Matteo Vanzolini, born and trained in Rimini in 1983.

A one-of-a -kind talent in fashion design inflamed by the fires of creativity, Matteo gives birth over and over again to shoes, bags and skirts created with an unique and precious Italian touch and a keen aesthetic sense for women.

An Artistic High School diploma followed by the graduation at C.E.R.C.A.L. – Centro Ricerca e Scuola Internazionale Calzaturiera – in one of the most relevant shoe industrial districts left him with experience in practice and technical supervision, and a strong passion for stylistic learning. The importance of meeting with the designer Diego Dolcini, as personal assistant for the main line was undeniable. This experience was essential for a more overall technical and stylistic training; with the style office he worked on the capsule collections for the brand Scholl, Scholl Fashion and Scholl Luxury. After years of collaboration, in 2011 Matteo decided to create his own brand “diMètiu”, starting a new personal path always and exclusively oriented to women shoes.

“The idea to have my personal creative space was born in 2012, I felt the necessity to express myself and find a meeting point for all the ladies who desired diMetiu creations, and study with them custom-tailored items on demand. With the creative support of Gotti & Mascia studio, Studio of interior design and Corporate Identity, in only 4 months, on April  13th, 2013 I inaugurated Atelier diMetiu, in downtown Rimini.”

“The venue is what I always dreamt about; warm and cozy, intimate, a refined parlor inspired to the 50s, where the client could feel comfortable to sit and sip a cup of tea, free to wear the shoes and make a final decision in hush. My biggest ambition would be to place my creations to other dealers outside my city, I am already moving in this direction, I am taking into consideration the opening of a second shop where I can place all the unsold stocks.”

In his city, he is called “the boy who makes pretty shoes” because his classic and refined imprint meets the need of the young lady and the one of the mid age woman that desires a shoe of excellent quality that no one else possesses. The segment of the market Matteo has chosen is a medium-high target, his footwear are artisan productions, created from wise handicraftsman in a limited edition, unique pieces with special fabrics and refinements.

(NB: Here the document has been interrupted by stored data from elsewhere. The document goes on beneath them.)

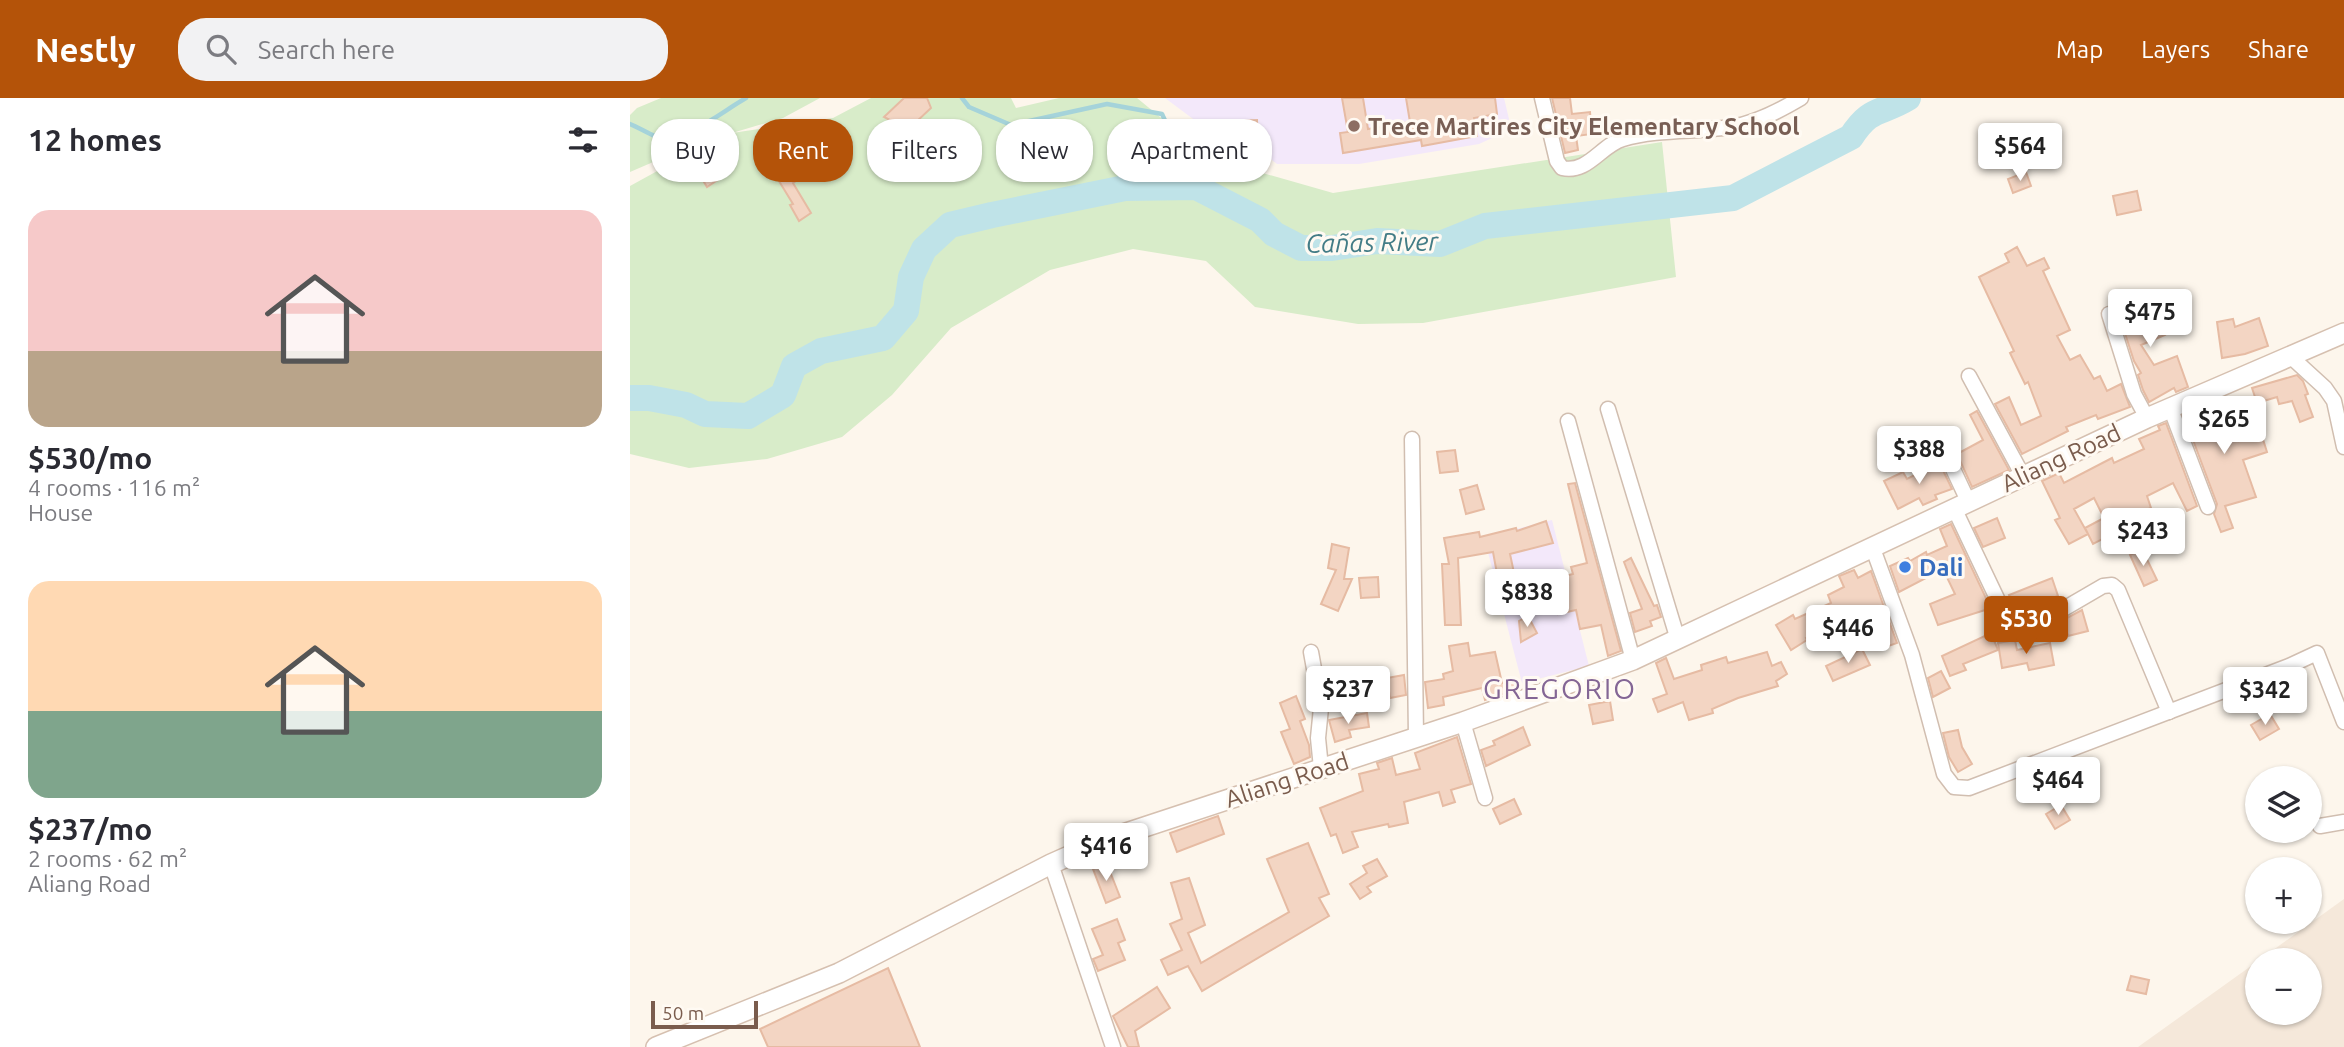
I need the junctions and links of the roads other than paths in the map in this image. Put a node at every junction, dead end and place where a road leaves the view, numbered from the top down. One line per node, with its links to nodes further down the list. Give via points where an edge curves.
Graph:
1 (1542, 98): 2 (street, via 1557,161 1562,168 1573,170 1620,139 1733,127 1775,114)
2 (1801, 98)
3 (2109, 314): 9 (street, via 2134,394)
4 (2344, 333): 5 (street, Aliang Road)
5 (2290, 356): 7 (street, Aliang Road); 12 (street, via 2334,401)
6 (1969, 376): 14 (street)
7 (2170, 407): 9 (street, Aliang Road); 16 (street)
8 (1608, 410): 18 (street)
9 (2147, 418): 14 (street, Aliang Road)
10 (1568, 421): 20 (street)
11 (1412, 439): 24 (street)
12 (2344, 447)
13 (1947, 454): 15 (street)
14 (2023, 476): 15 (street, Aliang Road)
15 (1961, 504): 17 (street, Aliang Road); 21 (street, via 2012,630 2024,632 2112,585)
16 (2208, 506)
17 (1872, 546): 18 (street, Aliang Road); 21 (street, via 1912,655 1944,774 1954,787 1969,788)
18 (1678, 640): 20 (street, Aliang Road)
19 (1311, 652): 25 (street, via 1321,708)
20 (1633, 660): 22 (street, Aliang Road)
21 (2169, 712): 23 (street, via 2317,653)
22 (1462, 722): 24 (street, Aliang Road); 26 (street)
23 (2344, 722)
24 (1416, 736): 25 (street, Aliang Road)
25 (1321, 768): 29 (street, Aliang Road, via 1105,840)
26 (1485, 798)
27 (2344, 822): 28 (street)
28 (2322, 826)
29 (1051, 864): 30 (street, Aliang Road, via 839,973); 31 (street)
30 (656, 1047)
31 (1113, 1047)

“My specialty, besides the utilization of classic leather such as nappa leather, suede, and python leader, I use High fashion precious fabrics. My research goes among local vintage markets and warehouses where I get lost with my curiosity to find the most particular and intriguing fabric. I love using Tartan in every color, and in the winter collection 2014- 2015 I have used six different types.”

Matteo told us that once a client entered his shop and told him these words: “I wanted to thank you on behalf of all the women because you make us dream with these shoes and your marvelous shop windows”, that comment really moved me and this is a joy for me. Beside the difficult crisis we are living through in Italy, I am strongly motivated, I won’t give up.

“My passion for footwear was born several years ago, my mum and my grandmother used to take me with them touring different factory outlets in San Mauro Pascoli, and I guess that is when my passion started, seeing those incredible shoes worn by my mother. My professional career started after Artistic High school, in the private school C.E.R.C.A.L. for the moment I am totally concentrated in the women universe, but it happened that some men asked me if I would produce a men’s collection.

In my atelier you can find not only shoes but a complete line of high fashion skirts with a cut from the 50s, made with the same fabrics as the shoes to combine them and integrate also clutch bags strictly handmade in a mix of colors.”